Start of AVAILABLE DATA

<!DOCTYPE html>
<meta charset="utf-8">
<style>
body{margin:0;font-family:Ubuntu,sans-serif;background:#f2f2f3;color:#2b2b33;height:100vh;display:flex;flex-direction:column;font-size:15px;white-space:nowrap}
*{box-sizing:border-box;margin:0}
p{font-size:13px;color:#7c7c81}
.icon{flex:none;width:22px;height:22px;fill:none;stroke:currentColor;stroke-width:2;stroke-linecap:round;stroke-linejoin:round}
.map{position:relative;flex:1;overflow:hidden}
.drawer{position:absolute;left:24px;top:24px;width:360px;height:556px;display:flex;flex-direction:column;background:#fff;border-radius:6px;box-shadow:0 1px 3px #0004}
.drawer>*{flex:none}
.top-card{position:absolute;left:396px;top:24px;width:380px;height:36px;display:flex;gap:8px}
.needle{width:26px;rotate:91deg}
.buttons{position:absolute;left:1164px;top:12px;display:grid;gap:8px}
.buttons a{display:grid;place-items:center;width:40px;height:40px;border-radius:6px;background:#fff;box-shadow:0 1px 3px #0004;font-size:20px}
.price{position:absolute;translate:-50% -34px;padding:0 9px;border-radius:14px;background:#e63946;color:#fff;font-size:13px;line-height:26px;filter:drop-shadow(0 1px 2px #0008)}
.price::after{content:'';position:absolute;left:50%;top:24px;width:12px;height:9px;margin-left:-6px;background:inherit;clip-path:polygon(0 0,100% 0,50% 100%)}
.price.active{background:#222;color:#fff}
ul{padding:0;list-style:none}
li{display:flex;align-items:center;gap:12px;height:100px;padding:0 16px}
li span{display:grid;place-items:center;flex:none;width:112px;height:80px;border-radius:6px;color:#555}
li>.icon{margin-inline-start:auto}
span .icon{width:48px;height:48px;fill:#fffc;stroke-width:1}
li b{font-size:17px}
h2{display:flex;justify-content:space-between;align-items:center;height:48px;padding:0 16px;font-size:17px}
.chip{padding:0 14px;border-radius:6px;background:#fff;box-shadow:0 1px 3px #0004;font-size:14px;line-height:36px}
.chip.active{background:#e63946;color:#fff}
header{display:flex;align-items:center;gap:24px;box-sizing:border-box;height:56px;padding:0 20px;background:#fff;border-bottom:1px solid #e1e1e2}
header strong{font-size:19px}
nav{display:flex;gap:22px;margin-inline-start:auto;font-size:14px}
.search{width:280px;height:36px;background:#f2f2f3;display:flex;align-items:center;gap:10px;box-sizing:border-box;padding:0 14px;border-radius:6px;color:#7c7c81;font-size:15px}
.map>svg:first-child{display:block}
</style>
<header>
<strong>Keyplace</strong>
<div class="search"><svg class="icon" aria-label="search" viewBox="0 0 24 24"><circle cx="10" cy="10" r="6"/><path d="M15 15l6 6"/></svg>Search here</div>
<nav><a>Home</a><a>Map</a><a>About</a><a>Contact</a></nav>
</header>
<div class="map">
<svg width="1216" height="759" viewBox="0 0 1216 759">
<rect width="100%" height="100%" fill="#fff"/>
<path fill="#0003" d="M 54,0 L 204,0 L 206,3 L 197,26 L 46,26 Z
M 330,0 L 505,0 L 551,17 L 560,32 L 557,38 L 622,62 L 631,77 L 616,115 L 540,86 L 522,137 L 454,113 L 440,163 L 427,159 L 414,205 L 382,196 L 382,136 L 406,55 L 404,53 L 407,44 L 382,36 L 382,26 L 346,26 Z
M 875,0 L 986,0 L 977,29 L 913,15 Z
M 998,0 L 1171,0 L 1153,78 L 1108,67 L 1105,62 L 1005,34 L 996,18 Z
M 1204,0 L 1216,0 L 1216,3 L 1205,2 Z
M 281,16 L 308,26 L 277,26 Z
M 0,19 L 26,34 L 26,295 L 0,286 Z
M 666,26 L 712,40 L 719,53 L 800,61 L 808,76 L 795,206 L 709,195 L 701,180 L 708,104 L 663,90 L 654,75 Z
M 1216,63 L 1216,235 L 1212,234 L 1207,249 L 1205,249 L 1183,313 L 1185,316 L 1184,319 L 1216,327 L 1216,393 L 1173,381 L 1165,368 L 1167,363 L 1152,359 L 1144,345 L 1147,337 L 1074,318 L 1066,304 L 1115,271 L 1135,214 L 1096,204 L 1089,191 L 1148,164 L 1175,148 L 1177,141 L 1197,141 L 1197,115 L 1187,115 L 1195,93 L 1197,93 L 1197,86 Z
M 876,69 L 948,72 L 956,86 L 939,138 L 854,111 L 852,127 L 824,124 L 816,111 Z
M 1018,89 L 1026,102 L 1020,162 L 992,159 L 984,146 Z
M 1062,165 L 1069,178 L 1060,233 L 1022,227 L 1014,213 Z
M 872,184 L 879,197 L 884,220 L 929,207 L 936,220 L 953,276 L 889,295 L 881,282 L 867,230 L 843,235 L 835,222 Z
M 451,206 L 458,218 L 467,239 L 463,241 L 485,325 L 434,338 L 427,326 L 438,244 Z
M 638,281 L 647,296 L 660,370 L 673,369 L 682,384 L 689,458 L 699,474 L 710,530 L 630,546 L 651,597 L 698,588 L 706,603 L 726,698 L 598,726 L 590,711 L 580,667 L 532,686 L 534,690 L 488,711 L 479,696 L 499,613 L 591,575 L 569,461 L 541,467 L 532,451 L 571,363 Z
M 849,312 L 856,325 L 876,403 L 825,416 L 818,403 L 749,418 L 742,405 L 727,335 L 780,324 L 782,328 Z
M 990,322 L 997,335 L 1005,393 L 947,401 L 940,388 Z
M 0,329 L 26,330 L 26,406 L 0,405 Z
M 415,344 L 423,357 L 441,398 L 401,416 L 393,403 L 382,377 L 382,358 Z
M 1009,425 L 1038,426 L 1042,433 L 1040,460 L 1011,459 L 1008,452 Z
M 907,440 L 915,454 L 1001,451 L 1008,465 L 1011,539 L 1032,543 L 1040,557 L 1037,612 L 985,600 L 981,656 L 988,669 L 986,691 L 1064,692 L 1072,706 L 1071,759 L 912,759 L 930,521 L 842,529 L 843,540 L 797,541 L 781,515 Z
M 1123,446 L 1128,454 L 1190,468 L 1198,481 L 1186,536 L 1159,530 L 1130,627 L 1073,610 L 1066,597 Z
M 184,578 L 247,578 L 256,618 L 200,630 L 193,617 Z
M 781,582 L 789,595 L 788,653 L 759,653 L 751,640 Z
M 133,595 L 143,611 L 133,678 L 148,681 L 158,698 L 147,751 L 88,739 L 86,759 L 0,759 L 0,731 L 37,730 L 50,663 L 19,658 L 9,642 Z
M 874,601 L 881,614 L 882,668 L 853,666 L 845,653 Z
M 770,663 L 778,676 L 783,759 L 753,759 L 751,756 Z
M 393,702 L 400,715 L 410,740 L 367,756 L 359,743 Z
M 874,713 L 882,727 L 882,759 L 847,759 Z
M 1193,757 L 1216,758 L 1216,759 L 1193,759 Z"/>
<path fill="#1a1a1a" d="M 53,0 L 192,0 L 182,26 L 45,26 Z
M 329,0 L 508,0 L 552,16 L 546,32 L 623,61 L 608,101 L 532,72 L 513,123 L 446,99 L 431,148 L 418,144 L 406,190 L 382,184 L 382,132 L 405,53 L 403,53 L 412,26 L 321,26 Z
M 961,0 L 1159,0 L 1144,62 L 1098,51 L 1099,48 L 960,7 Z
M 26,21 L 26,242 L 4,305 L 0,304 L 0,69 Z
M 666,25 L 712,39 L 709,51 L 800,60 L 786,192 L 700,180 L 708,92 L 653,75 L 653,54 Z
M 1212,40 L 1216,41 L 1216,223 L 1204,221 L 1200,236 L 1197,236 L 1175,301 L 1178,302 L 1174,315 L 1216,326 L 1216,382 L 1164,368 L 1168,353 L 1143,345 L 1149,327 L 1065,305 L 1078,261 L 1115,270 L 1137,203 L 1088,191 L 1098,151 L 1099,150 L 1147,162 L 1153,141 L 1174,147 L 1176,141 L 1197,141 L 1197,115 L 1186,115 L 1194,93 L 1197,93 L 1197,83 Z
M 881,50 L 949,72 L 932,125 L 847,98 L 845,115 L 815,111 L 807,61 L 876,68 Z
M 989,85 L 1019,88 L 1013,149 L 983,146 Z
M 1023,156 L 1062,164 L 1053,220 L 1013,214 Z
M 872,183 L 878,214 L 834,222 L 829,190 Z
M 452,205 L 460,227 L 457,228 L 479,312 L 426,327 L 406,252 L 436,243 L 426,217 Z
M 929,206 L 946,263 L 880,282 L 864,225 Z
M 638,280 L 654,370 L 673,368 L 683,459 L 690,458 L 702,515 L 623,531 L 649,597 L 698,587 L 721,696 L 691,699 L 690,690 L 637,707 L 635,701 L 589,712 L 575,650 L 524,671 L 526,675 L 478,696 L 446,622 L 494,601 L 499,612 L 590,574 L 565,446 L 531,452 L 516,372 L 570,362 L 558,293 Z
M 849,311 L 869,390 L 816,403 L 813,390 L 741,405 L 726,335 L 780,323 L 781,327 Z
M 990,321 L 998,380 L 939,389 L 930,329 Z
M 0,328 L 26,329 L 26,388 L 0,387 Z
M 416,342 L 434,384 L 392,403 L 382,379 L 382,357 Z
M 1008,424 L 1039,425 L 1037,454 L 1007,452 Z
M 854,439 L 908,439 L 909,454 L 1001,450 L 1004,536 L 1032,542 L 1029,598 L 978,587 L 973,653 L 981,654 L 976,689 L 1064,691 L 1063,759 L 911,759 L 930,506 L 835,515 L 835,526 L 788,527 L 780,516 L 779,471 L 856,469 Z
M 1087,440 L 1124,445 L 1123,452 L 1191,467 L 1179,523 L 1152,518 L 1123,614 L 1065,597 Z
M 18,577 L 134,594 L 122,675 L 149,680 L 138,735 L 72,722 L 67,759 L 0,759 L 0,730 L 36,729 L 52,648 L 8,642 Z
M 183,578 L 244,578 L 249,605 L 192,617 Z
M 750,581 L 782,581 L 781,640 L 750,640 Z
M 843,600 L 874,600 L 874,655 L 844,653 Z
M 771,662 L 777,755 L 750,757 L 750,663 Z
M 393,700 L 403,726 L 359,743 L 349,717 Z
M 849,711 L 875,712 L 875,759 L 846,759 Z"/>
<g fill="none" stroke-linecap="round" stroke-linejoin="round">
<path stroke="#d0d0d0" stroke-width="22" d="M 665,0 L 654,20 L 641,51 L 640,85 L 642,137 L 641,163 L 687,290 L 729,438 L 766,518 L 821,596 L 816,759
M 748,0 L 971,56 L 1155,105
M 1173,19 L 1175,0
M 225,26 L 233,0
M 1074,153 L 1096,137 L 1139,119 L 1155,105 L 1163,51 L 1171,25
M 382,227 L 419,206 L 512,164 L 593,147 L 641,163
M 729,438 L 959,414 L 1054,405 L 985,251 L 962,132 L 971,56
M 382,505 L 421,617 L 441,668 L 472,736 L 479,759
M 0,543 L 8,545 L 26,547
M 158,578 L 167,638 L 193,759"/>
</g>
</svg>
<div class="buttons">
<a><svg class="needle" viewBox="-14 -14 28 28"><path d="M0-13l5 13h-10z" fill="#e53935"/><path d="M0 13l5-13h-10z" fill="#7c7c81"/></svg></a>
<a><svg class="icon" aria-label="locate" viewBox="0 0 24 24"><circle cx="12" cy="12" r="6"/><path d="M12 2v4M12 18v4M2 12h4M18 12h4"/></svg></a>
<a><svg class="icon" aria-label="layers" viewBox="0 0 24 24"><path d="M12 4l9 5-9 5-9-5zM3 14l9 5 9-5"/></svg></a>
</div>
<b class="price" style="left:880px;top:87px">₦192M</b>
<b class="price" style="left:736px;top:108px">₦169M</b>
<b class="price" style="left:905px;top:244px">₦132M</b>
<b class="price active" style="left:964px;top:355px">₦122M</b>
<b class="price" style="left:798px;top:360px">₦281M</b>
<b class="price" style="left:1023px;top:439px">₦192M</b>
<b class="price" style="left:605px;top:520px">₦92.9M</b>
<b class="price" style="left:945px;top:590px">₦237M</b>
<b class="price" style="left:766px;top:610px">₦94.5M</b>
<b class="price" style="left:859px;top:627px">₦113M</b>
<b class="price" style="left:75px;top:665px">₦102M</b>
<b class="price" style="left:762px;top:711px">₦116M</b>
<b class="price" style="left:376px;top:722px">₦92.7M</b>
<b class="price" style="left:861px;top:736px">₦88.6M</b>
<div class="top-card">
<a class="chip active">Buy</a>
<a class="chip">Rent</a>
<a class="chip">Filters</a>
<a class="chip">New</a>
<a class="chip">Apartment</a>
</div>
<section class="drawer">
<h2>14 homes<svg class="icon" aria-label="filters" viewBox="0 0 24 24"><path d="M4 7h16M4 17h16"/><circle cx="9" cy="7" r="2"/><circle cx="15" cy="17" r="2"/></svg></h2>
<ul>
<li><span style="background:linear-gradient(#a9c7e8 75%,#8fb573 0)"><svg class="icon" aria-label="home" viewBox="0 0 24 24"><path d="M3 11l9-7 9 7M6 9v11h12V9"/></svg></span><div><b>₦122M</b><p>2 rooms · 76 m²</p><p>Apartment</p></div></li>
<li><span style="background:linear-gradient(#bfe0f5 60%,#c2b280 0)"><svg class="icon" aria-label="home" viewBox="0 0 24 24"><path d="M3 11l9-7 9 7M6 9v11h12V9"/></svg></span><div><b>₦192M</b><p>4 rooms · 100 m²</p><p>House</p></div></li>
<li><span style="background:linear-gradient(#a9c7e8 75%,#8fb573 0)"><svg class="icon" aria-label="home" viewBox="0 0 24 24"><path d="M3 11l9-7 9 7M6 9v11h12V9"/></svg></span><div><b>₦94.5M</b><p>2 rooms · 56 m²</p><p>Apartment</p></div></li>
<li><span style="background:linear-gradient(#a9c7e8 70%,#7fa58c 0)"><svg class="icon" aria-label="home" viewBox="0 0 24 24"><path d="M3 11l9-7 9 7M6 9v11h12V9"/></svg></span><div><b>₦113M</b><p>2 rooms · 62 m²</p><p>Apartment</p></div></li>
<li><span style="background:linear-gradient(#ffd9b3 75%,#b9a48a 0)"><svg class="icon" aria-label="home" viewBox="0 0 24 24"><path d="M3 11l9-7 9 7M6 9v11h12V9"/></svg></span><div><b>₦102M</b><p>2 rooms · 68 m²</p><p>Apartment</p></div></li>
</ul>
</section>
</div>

End of AVAILABLE DATA

Which of the lines above hold the string "buttons"? Pick each of them out.

.buttons{position:absolute;left:1164px;top:12px;display:grid;gap:8px}
.buttons a{display:grid;place-items:center;width:40px;height:40px;border-radius:6px;background:#fff;box-shadow:0 1px 3px #0004;font-size:20px}
<div class="buttons">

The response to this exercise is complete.